By Arhur Lewis
On view in Ferrari Sheppard’s new show, Positions of Power, opening today at United Talent Agency’s Artist Space in L.A., viewers find paintings of Black icons like Tupac Shakur and Jimi Hendrix alongside Sheppard’s friends and family members. None are identifiable by their faces, which Sheppard depicts without their features—a trademark of the artist’s stylized approach to figuration. Rather, he invites viewers to recognize the individuals by their body language, and the commanding presence each holds within the world of their portrait—their “regality,” as Sheppard describes it.
Sheppard’s vision of regality is derived from the Golden Age of hip-hop: its Black music and style stars, generational tastemakers, and the youth that built the culture. Twenty-four karat gold leaf abounds throughout the show, elevating Sheppard’s large-scale figures to the status of saints. A polaroid owned by Tupac forms a metaphorical altarpiece in a “shrine,” bedecked with gold floors and a Rick Owens bench contributed by the Owenscorp co-founder and designer Michèle Lamy.
Sheppard himself has moved among the demigods of contemporary music. Following his graduation from the School of the Art Institute of Chicago, Sheppard worked as a journalist, interviewing artists like M.I.A., Little Dragon, Earl Sweatshirt, and Erykah Badu. Shortly after, he transitioned to music production, releasing an album with Yasiin Bey (Mos Def), titled “December 99th,” in 2016. Despite his music industry success, Sheppard has always viewed himself as a visual artist, first and foremost.
Arthur Lewis, the Creative Director of UTA Fine Arts and Artist Space and a prominent collector of works by Black artists, has had his eyes on Sheppard since 2019. Interview joined Lewis and Sheppard on a Zoom call to hear the pair discuss how they met and the show they’ve created together. —ELLA HUZENIS
ARTHUR LEWIS: It’s nice to see you in Zoom, Mr. Sheppard. Are we not going to see your face?
FERRARI SHEPPARD: Just a second. Start video. Man, I should know this by now.
LEWIS: There you go. What’s up man?
SHEPPARD: Good. I was just having a little dance party by myself. I am doing great.
LEWIS: So I think it’d be really cool just to start with how we met—how I came to become a fan of Ferrari Sheppard—and let everyone hear that story.

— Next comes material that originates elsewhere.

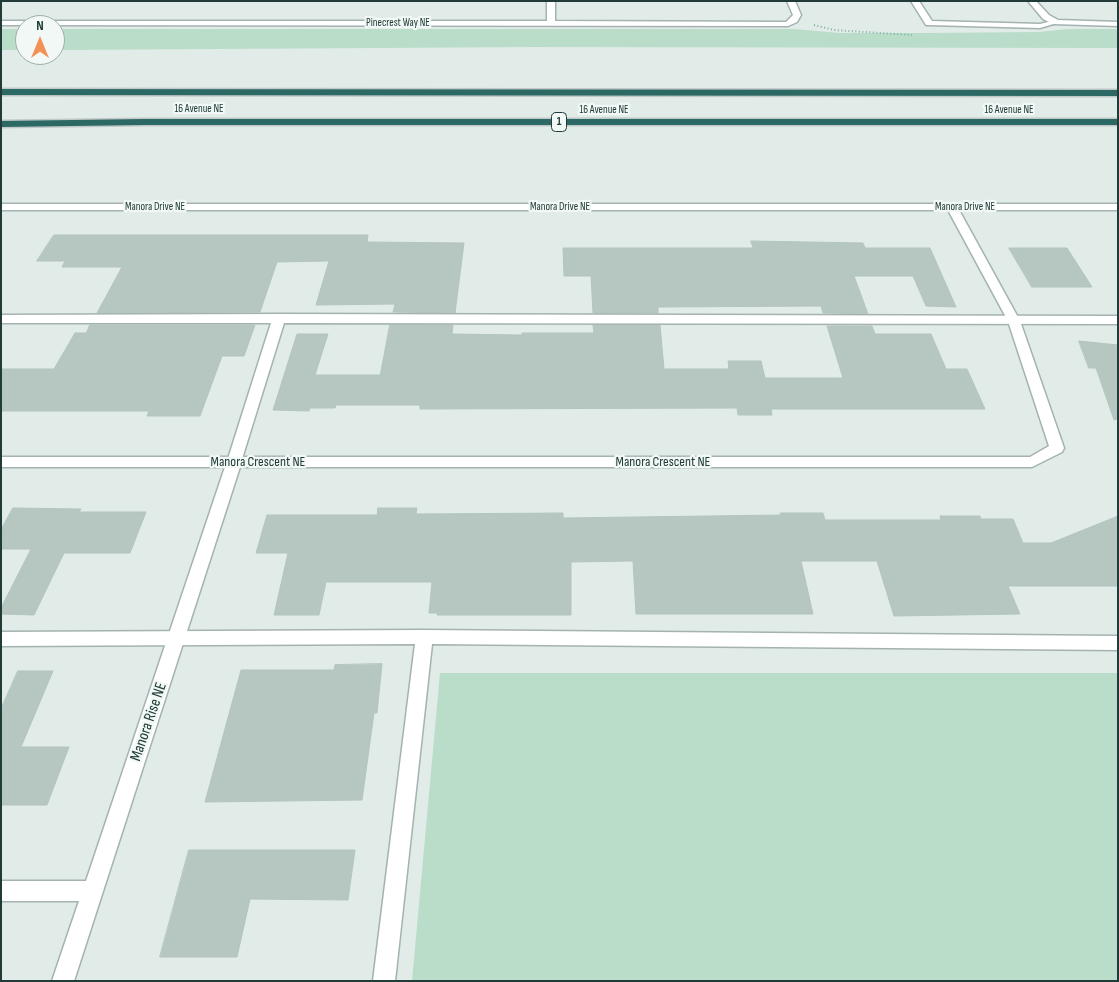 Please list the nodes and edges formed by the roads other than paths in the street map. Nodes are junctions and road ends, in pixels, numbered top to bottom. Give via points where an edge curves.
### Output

SHEPPARD: Look, I was a fan of you first. I’ve been to a few shows and exhibits, and I’m a visual person. So the first thing that occurs to me, is like, “Oh man, this dude looks cool.” You had the dark frame glasses and I’m like, “This dude knows the fun.” If you get dressed, then you got style, you know?
But I’m not weird. I think it’s weird to just approach people. So it was just like, alright, whatever, it’ll happen organically. And it just so happened that Wangari [Mathenge], he was having an exhibit here, and it was an amazing exhibit. And then afterwards I came over to your house, and we didn’t get to meet officially, but we did say hello and I’ll always have some type of little book with my art or something like that. And your partner, Hau [Nguyen] was like, “What do you do?” And I showed him and he was like, “This is amazing!” And then I think he showed you, and then that kind of started our friendship.